Reference: Pratiti Bhadra, Jielu Yan, Jinyan Li, Simon Fong, and Shirley W. I. Siu.* AmPEP: Sequence-based prediction of antimicrobial peptides using distribution patterns of amino acid properties and random forest. Scientific Reports, 1697 (2018).
Deep-AmPEP30: Short Antimicrobial Peptide Prediction
Short-length AMPs are considered better drug options as they have enhanced antimicrobial activities, higher stability, and lower manufacturing cost. As existing AMP prediction methods often mixing long sequences and short sequences in both the training and validation of the prediction model, we found out that their prediction accurcies are surprisingly low (60-77%) for short AMPs. To meet the needs of short AMP prediction, we developed Deep-AmPEP30. This is a sequence-based classification method using selected types of PseKRAAC reduced amino acids composition as features (see Figure 3) and convolutional neural network as learning algorithm. Deep-AmPEP30 was tuned to optimize the prediction of short AMPs of 30 AA or less in length and tested to achieve good performances in accuracy 83%, AUC-ROC 0.92 and AUC-PR 0.94.

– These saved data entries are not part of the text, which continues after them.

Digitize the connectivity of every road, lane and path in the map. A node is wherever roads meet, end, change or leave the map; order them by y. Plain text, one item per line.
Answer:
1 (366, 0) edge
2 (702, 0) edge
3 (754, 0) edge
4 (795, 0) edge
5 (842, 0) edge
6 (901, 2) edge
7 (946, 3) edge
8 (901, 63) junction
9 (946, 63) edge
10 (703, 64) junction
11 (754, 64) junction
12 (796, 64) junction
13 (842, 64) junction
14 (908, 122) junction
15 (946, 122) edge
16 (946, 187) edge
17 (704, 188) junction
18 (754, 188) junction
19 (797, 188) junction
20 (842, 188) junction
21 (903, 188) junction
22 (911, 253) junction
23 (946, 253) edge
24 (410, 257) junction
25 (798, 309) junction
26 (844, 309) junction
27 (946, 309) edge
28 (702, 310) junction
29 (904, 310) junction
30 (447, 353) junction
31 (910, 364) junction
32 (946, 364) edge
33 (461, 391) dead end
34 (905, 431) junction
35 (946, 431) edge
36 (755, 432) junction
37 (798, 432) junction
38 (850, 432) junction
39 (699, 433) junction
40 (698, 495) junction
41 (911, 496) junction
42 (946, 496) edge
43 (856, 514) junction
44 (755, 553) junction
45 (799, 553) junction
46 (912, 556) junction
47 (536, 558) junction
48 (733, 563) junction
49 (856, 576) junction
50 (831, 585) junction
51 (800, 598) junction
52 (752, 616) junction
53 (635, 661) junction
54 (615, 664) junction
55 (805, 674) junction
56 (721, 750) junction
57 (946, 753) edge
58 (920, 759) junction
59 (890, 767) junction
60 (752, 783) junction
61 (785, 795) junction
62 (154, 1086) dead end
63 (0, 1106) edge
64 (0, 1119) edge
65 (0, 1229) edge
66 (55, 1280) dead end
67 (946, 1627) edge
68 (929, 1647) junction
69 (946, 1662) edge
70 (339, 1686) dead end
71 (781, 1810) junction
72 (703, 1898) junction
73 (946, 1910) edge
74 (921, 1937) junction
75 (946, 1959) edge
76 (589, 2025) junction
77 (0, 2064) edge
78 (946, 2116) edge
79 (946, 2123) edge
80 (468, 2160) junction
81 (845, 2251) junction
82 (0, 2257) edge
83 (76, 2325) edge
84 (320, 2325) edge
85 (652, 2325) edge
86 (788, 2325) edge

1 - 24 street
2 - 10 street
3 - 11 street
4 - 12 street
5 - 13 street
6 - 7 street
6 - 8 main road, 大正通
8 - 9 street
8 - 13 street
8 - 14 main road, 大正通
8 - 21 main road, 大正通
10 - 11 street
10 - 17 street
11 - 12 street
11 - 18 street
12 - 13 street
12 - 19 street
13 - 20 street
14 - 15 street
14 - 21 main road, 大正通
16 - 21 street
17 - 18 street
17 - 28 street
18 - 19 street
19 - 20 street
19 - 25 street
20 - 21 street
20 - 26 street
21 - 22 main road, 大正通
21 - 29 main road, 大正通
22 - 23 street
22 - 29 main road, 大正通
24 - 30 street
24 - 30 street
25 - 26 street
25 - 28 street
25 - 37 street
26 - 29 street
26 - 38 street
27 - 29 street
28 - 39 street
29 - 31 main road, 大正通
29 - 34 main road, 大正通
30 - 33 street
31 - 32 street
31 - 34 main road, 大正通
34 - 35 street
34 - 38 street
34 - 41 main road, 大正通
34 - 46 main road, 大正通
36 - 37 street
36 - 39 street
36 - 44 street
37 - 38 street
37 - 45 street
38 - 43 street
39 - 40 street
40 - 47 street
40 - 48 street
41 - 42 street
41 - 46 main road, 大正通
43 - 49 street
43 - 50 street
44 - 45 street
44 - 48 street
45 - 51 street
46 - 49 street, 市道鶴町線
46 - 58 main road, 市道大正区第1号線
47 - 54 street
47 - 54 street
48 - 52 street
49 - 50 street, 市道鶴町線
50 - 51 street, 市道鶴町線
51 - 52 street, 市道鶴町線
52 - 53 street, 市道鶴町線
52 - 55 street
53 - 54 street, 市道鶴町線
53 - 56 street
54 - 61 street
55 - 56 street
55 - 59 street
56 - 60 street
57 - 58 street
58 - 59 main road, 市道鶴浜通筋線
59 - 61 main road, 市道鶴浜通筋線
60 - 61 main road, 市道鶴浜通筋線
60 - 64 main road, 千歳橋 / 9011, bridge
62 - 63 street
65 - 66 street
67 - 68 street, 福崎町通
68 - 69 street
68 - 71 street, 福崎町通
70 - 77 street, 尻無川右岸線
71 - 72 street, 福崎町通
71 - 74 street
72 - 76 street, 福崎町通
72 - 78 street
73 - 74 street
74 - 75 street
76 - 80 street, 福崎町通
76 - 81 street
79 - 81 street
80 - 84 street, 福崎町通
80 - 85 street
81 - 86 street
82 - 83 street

Figure 3. Steps to generate the feature vector of an example peptide sequence using PseKRAAC feature Type 7-Cluster 15.
Figure 4. The architecture of our CNN-based classifier for short AMP prediction.

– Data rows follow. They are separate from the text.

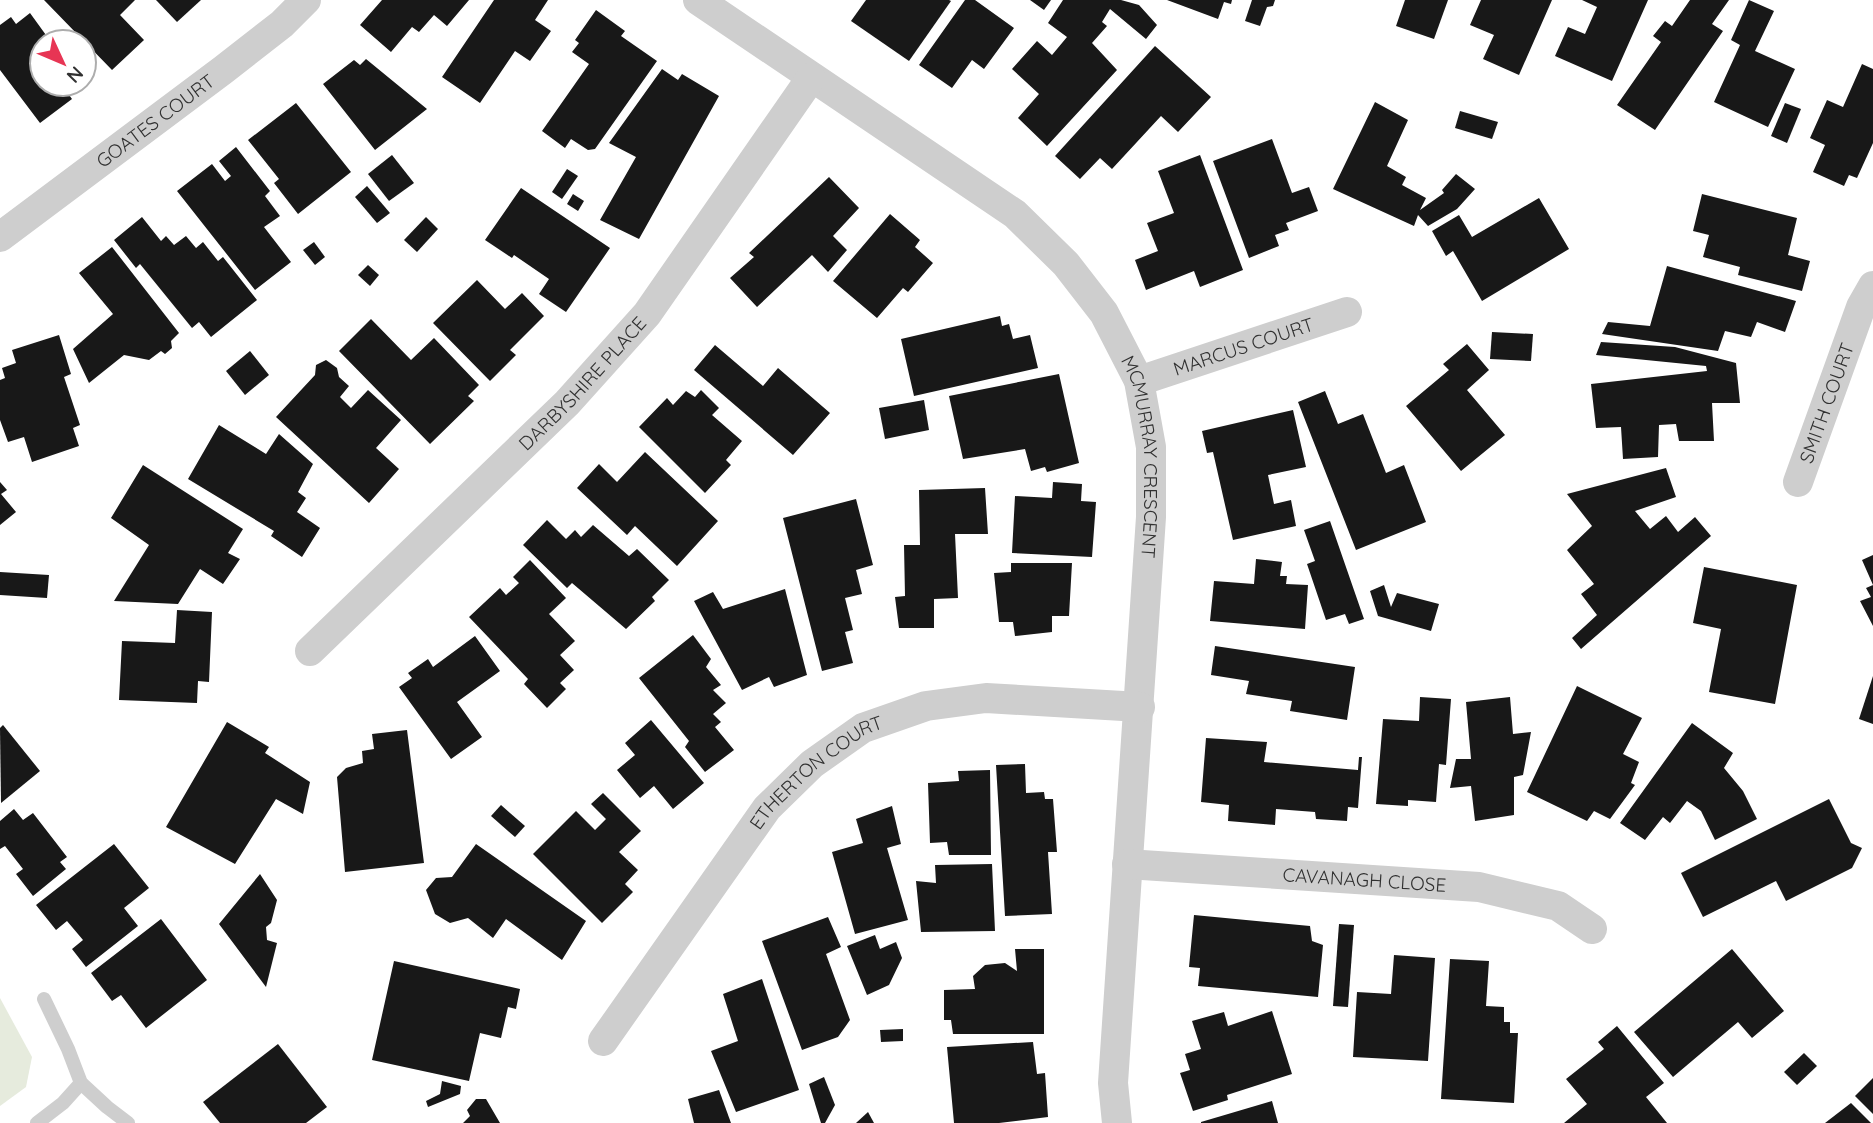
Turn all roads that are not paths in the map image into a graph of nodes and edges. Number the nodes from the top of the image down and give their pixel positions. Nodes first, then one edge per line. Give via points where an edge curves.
1 (306, 0) edge
2 (698, 0) edge
3 (811, 78) junction
4 (0, 237) edge
5 (1873, 286) edge
6 (1347, 312) dead end
7 (1139, 381) junction
8 (1798, 482) dead end
9 (310, 651) dead end
10 (1140, 707) junction
11 (1127, 864) junction
12 (1592, 929) dead end
13 (44, 999) dead end
14 (603, 1041) dead end
15 (81, 1083) junction
16 (37, 1123) edge
17 (128, 1123) edge
18 (1117, 1123) edge

1 - 4 street, GOATES COURT via 282,24
2 - 3 street, MCMURRAY CRESCENT
3 - 7 street, MCMURRAY CRESCENT via 1015,214 1066,264 1104,313
3 - 9 street, DARBYSHIRE PLACE via 646,314 567,403
5 - 8 street, SMITH COURT via 1861,307
6 - 7 street, MARCUS COURT
7 - 10 street, MCMURRAY CRESCENT via 1151,447
10 - 11 street, MCMURRAY CRESCENT
10 - 14 street, ETHERTON COURT via 986,698 926,706 863,728 812,764 767,808
11 - 12 street, CAVANAGH CLOSE via 1479,887 1558,906
11 - 18 street, MCMURRAY CRESCENT via 1113,1083
13 - 15 lane
15 - 16 lane
15 - 17 lane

Reference: Pratiti Bhadra, Jielu Yan, Ang Li, Pooja Sethiya, Longguang Qin, Hio Kuan Tai, Koon Ho Wong, and Shirley W. I. Siu.* Deep-AmPEP30: Improve short antimicrobial peptides prediction with deep learning. Submitted.
AcPEP: Anti-Cancer Peptide Prediction (under development)

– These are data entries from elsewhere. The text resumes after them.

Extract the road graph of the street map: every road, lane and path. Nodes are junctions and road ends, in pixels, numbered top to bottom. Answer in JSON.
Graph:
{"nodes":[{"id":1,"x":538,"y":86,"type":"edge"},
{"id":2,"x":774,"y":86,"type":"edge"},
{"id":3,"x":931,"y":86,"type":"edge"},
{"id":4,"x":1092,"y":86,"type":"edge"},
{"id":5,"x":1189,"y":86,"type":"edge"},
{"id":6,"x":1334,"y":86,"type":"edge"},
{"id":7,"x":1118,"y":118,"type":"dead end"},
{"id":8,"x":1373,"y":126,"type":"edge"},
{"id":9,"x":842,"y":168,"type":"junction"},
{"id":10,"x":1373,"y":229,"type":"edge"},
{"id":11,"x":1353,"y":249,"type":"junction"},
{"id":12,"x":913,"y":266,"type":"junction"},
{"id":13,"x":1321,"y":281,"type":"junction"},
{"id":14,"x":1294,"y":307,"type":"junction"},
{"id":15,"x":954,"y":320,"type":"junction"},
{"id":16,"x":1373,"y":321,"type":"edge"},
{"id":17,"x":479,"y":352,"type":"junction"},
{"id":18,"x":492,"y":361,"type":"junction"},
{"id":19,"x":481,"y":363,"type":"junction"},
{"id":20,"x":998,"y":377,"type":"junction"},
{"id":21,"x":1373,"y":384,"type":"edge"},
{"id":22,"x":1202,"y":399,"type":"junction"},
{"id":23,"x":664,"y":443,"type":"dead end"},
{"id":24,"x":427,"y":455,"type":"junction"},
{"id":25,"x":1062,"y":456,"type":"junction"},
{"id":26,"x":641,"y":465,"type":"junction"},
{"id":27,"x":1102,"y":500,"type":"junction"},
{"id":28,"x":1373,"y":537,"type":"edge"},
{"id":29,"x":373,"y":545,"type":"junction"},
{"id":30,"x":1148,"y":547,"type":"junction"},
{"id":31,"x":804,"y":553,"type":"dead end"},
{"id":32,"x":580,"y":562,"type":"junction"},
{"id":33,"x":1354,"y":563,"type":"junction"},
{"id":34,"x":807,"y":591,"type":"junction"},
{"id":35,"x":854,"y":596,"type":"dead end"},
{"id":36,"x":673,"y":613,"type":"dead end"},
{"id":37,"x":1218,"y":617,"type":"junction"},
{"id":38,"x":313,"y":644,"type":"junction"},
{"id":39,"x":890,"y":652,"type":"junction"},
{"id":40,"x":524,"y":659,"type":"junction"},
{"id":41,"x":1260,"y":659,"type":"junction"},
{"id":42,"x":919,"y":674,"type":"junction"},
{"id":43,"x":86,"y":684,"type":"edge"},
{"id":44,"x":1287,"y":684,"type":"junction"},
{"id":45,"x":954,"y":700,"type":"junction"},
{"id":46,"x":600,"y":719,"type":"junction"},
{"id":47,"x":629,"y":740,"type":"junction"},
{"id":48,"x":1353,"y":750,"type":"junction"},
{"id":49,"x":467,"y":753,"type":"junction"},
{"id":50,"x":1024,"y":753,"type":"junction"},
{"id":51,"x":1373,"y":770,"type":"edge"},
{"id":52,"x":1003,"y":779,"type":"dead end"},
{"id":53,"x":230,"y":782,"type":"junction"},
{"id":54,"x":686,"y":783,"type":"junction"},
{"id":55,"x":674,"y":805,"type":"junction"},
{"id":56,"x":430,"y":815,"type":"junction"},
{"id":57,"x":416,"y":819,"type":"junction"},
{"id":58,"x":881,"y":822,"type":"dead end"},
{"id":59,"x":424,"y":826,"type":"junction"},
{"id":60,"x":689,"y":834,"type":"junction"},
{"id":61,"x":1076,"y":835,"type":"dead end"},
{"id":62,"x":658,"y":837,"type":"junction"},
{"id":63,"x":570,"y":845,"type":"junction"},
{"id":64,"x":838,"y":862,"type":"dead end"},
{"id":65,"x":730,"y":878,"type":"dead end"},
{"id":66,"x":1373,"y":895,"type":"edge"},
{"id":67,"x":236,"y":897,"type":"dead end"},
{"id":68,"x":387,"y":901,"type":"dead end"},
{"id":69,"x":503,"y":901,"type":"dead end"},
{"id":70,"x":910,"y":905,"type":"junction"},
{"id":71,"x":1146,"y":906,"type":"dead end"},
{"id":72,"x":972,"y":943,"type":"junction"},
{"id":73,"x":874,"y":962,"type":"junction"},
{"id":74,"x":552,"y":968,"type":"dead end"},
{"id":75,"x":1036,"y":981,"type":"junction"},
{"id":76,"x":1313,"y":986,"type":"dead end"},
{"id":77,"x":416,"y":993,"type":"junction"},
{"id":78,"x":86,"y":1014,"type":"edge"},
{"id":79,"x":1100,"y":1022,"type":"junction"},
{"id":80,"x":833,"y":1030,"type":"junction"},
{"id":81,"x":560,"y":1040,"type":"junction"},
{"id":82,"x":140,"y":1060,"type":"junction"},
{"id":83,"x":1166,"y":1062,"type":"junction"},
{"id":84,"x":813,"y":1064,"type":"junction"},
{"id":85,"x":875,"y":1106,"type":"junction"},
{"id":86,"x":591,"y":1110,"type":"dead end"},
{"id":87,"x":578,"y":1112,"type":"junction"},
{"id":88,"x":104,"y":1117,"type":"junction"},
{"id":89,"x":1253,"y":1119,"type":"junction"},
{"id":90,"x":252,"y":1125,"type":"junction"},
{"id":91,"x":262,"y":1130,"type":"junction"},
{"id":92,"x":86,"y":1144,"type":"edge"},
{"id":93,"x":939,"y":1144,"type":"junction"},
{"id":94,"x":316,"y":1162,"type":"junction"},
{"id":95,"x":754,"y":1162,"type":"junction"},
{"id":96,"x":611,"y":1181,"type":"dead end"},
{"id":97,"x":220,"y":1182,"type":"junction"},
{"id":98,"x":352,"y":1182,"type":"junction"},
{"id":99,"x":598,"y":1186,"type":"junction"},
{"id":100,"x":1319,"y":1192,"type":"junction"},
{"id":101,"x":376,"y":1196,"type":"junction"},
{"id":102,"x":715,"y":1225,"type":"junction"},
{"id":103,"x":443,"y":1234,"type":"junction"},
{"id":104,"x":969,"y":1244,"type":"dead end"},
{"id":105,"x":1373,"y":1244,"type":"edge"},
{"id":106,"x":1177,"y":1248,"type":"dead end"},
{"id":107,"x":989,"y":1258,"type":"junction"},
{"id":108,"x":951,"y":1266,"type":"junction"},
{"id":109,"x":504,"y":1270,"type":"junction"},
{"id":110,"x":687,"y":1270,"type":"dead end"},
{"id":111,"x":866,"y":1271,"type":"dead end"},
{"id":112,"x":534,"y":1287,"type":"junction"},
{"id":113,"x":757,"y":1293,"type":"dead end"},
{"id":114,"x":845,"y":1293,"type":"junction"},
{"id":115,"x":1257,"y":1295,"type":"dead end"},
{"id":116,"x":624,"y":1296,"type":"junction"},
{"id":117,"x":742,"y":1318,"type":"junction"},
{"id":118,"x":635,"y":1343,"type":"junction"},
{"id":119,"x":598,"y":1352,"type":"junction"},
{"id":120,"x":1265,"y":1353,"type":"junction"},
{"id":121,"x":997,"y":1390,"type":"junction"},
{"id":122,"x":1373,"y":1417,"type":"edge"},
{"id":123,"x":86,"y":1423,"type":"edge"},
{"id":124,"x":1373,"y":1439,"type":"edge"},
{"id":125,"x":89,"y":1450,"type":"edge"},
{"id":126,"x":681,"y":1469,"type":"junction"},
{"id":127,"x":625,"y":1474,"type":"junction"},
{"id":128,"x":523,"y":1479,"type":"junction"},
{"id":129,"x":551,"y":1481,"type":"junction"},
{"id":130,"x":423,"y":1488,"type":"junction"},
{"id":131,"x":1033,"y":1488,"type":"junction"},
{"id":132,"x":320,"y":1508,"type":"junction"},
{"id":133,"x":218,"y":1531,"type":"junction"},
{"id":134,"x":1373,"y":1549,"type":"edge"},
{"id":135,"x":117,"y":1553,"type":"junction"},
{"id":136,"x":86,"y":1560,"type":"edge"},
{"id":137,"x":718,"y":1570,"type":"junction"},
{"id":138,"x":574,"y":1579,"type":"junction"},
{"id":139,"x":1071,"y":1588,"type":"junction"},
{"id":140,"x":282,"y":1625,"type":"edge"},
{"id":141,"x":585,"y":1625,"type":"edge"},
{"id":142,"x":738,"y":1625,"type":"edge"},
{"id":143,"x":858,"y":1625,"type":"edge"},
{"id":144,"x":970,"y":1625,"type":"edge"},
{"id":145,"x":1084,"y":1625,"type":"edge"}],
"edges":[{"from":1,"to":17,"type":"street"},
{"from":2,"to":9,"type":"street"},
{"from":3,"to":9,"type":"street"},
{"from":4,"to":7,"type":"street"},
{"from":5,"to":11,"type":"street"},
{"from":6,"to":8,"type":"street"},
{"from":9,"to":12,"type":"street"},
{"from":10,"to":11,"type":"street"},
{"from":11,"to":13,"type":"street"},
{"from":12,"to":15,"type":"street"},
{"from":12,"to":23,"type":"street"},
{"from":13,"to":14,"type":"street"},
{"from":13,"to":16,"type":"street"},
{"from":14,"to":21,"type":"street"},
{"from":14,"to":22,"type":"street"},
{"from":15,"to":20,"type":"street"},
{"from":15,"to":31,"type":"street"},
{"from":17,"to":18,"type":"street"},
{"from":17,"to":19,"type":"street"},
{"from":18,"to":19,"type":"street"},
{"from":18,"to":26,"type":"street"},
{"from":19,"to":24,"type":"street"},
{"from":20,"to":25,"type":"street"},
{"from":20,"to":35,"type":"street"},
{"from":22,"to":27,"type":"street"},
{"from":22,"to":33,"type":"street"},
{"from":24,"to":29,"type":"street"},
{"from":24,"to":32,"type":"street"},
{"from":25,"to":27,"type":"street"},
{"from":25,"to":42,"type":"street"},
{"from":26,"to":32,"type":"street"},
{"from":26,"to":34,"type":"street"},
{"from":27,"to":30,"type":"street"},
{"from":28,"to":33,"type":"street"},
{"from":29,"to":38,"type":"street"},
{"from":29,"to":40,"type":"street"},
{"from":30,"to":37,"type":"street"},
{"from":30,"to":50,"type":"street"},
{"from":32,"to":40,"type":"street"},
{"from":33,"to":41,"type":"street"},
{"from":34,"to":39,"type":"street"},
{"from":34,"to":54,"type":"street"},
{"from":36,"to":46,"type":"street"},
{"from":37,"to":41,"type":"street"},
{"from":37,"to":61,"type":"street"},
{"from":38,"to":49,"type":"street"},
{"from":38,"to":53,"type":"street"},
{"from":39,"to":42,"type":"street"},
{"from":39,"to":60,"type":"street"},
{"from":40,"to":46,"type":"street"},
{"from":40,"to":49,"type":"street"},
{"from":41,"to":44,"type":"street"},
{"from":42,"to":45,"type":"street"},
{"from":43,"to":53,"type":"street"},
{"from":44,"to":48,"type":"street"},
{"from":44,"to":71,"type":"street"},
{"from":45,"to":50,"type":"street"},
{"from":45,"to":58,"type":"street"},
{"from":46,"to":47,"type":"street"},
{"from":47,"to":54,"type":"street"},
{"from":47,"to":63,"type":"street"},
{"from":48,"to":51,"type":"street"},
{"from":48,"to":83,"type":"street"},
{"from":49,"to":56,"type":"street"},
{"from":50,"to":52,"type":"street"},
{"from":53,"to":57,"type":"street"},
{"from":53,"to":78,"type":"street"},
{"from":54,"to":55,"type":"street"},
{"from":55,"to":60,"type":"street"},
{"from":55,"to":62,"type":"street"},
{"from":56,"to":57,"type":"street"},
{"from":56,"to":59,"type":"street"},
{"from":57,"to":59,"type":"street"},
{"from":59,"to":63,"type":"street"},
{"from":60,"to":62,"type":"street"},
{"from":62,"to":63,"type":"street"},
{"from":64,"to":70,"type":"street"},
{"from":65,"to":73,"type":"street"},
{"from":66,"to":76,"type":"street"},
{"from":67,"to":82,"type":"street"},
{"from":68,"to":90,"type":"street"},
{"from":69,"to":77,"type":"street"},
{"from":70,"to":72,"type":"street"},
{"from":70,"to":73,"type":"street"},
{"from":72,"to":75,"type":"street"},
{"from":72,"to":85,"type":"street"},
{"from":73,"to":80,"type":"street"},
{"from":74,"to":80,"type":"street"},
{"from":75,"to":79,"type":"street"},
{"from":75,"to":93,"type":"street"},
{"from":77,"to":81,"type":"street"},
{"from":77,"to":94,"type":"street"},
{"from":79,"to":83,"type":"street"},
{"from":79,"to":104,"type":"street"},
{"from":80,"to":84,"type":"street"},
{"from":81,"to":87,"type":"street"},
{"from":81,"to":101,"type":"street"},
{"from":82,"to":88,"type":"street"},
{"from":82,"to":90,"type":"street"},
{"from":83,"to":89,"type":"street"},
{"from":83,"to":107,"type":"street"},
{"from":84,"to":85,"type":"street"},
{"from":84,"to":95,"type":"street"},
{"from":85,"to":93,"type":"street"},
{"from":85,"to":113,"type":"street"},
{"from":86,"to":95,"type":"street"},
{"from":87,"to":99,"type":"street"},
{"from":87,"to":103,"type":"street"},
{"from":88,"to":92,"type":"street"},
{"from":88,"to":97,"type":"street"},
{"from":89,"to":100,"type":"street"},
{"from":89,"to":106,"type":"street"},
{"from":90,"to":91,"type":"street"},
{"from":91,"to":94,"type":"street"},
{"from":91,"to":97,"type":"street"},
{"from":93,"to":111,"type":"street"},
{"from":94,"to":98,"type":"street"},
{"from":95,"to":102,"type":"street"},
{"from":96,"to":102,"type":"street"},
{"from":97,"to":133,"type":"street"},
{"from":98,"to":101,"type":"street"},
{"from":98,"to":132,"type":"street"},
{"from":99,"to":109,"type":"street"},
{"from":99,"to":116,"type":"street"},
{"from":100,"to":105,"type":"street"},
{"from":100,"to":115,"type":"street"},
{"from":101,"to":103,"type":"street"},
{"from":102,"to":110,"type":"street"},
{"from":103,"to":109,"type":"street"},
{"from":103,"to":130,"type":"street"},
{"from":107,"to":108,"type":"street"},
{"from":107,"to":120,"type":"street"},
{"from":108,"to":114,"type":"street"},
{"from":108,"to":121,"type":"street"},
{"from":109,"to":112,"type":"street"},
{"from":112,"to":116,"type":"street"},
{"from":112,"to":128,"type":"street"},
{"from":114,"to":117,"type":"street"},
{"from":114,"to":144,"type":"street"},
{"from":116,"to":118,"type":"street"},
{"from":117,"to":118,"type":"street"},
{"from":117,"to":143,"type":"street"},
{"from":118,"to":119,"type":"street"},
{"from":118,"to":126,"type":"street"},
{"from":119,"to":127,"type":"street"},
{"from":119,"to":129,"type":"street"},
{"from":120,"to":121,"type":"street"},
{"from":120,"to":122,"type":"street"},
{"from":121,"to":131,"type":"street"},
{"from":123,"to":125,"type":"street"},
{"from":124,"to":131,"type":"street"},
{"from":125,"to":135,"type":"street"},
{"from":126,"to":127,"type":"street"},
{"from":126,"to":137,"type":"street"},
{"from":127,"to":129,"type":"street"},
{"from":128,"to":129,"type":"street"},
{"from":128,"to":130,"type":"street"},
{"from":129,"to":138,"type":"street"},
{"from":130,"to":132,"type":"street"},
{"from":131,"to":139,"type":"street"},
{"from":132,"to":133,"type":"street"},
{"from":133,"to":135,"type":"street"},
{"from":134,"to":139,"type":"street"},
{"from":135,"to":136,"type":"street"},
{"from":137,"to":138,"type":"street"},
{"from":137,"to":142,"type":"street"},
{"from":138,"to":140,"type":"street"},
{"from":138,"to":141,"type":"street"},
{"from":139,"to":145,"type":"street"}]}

An enduring challenge in cancer drug discovery is to identify highly selective molecules that can target cancer cells with minimum disruption of normal cells. Because short-chain anticancer peptides display high specificity and low toxicity, they are believed to be a promising solution as the next generation of cancer therapeutics.
To facilitate the drug discovery process, we propose an anticancer peptide prediction method based on Chou's amphiphilic pseudo amino acid composition (Am-Pse-AAC), anticancer profile sequence similarity scores (PSI-BLAST-Sc), and water-membrane partitioning free energies of peptides (dG-Part). PSI-BLAST-Sc captures the evolutionary relation among the anticancer peptides, and dG-Part characterizes the ability of peptides to partition into the surface and center of cell membranes. Using three independent datasets, we compared our models to state-of-the-art methods with respect to sensitivity, specificity, accuracy, and Matthew's correlation coefficient. Our three-feature model trained with support vector machine consistently outperformed existing methods on 5-, 10-fold, or leave-one-out cross-validation. Our prediction accuracy is in the range of 92-96% in all three datasets, with Matthew's correlation coefficient 2-11% above that of the best existing methods.
Results of our study show that our proposed method shows promise for anticancer peptide prediction. New features PSI-BLAST-Sc and dG-Part can supplement the well-established Am-Pse-AAC to classify anti-cancer peptides more selectively, specifically, and precisely. For future work, the dG-Part feature can be further improved by adopting cancer membrane models in the theoretical calculation of the transfer free energy scale.
Reference: Pratiti Bhadra, Jielu Yan, and Shirley W. I. Siu.* A machine learning approach to anticancer peptide prediction using amino acid composition, profile similarity, and water-membrane partitioning free energy. Manuscript in Preparation (2018).